Are there limitations on making a claim?

Due to the 1980 Limitation Act, most people are only allowed to pursue a claim within 3 years of the date that that person was injured or within 3 years from the date when it was discovered that the injury or illness was linked to a workplace related incident. In certain circumstances, the limitation period may be extended. For example, if that person dies as a result of the incident to which the claim refers to, the estate of the deceased party will have 3 years from the date of death of the person who was involved or 3 years from the date which the cause of death was ascertained. For people aged under 18 at the time of the incident, they will have 3 years from their 18th birthday in which to begin proceedings.

How do I make a claim?

In order to have the best chance at making a successful claim, you will have to take your claim to a professional solicitor or claims advisor. By discussing your claim with them, you will be able to discover whether you have a legitimate and valid claim or not. Many professional advisors will be able to offer you a free, informal consultation session, where you will be able to discuss the events you wish to make a claim about.

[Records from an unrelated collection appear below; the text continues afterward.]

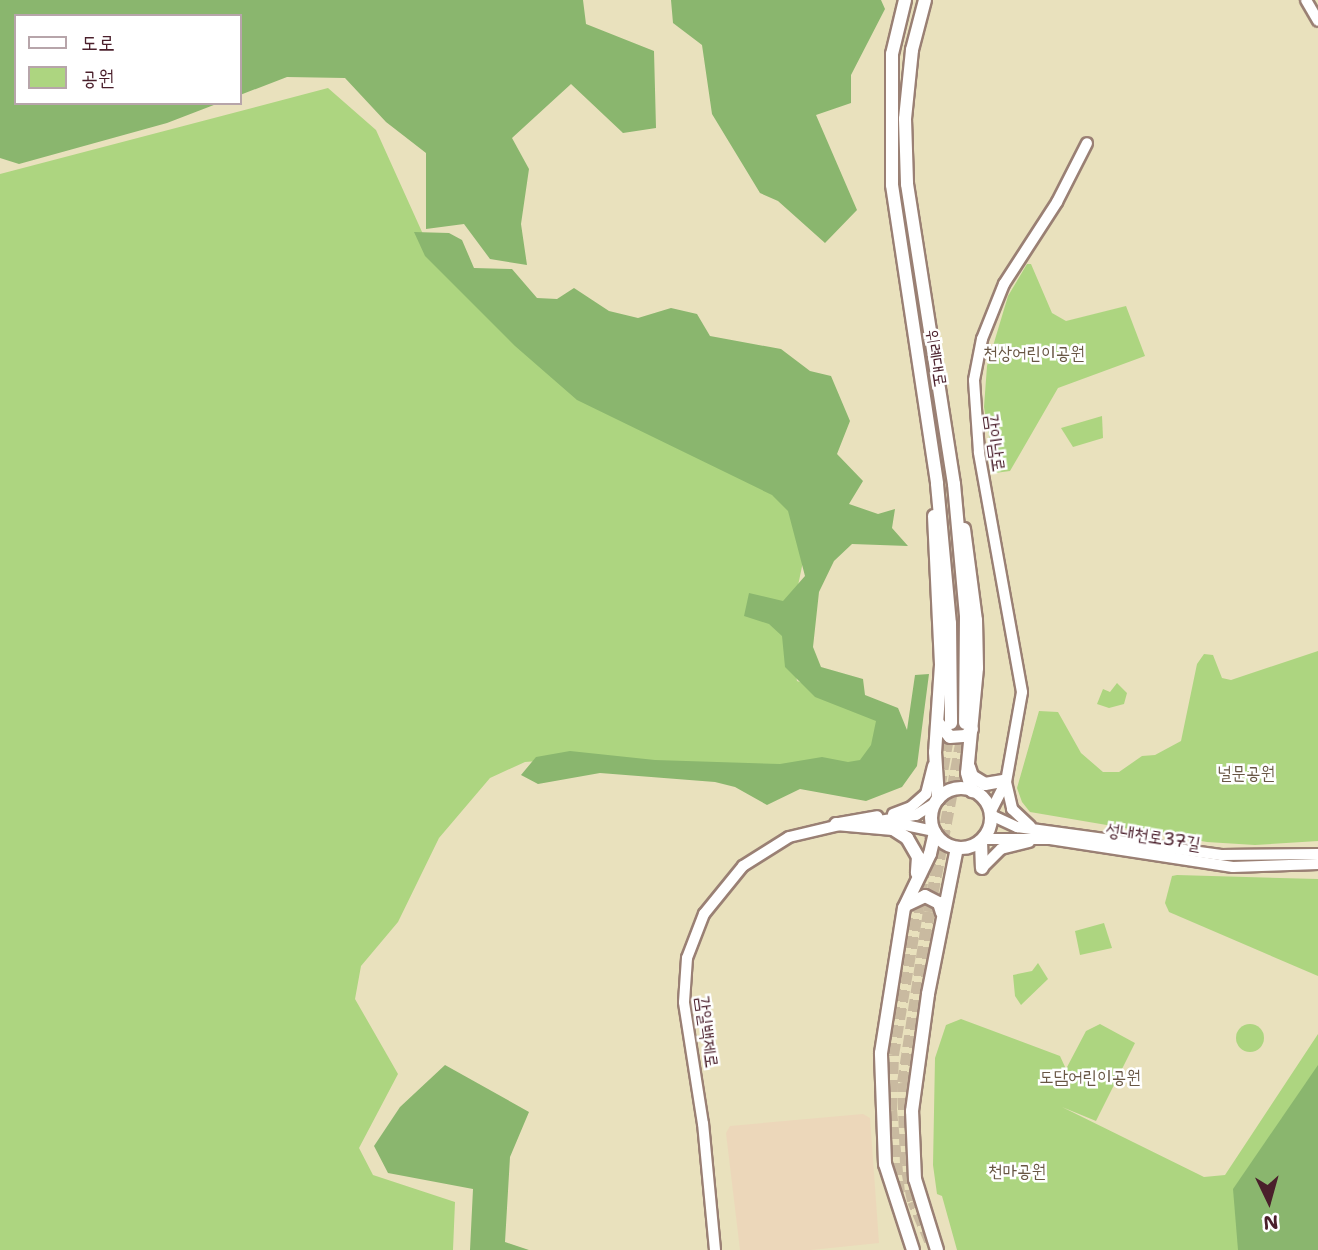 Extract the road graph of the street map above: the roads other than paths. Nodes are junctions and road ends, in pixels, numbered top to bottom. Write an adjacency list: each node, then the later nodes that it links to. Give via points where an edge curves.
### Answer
1 (905, 0): 6 (main road, 위례대로, via 892,54 892,185 937,484 950,623)
2 (925, 0): 7 (main road, 위례대로, via 912,50 905,119 907,184 972,570 977,668)
3 (1306, 0): 4 (street)
4 (1318, 22)
5 (1087, 143): 10 (street, 감이남로, via 1057,202 1004,284 982,339 974,380 979,452 1020,668 1021,717)
6 (944, 723): 7 (main road, via 950,737 966,736); 8 (main road, 위례대로)
7 (968, 726): 9 (main road, 위례대로)
8 (935, 752): 12 (main road, 위례대로); 15 (main road, via 927,792 911,807)
9 (969, 752): 10 (main road, via 969,767 976,780 992,784); 11 (main road, 위례대로, via 967,773)
10 (1005, 778): 11 (main road, via 992,791); 13 (street, 감이남로); 16 (main road, via 1012,809)
11 (974, 792): 12 (main road, via 955,789); 13 (main road)
12 (937, 801): 14 (main road, via 926,812); 17 (main road, via 931,817)
13 (990, 814): 16 (main road, 성내천로37길, via 1004,824); 19 (main road)
14 (890, 821): 15 (main road, 감일백제로); 17 (main road)
15 (836, 824): 25 (main road, via 893,829 907,838 918,857); 28 (main road, 감일백제로, via 789,836 743,866 704,914 687,958 684,1002 703,1124)
16 (1035, 829): 21 (main road, 성내천로37길)
17 (934, 832): 20 (main road); 25 (main road)
18 (1050, 839): 19 (main road, 성내천로37길); 21 (main road, 성내천로37길); 24 (main road, via 1001,849)
19 (982, 840): 20 (main road); 24 (main road)
20 (957, 848): 27 (main road)
21 (1158, 850): 22 (main road, 성내천로37길, via 1235,857); 23 (main road, 성내천로37길, via 1248,869)
22 (1318, 854)
23 (1318, 864)
24 (982, 868)
25 (915, 879): 26 (main road)
26 (904, 908): 27 (main road, via 911,899 925,896 939,903); 29 (main road, via 881,1053 881,1106 885,1164)
27 (942, 916): 30 (main road, via 912,1111 915,1179)
28 (715, 1250)
29 (913, 1250)
30 (937, 1250)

Once you have made an agreement with your legal advisor or solicitor, they will be able to help you to compile all of the evidence which you need to make a proper case. This can include formal medical reports, information from your employer’s accident book, witness statements and records which help to detail your loss of earning potential. Your solicitor will be able to help you to negotiate with the opposing party, so that you will be able to claim an appropriate amount of compensation. They will also be able to help you to prepare properly if your claim ends up going to court.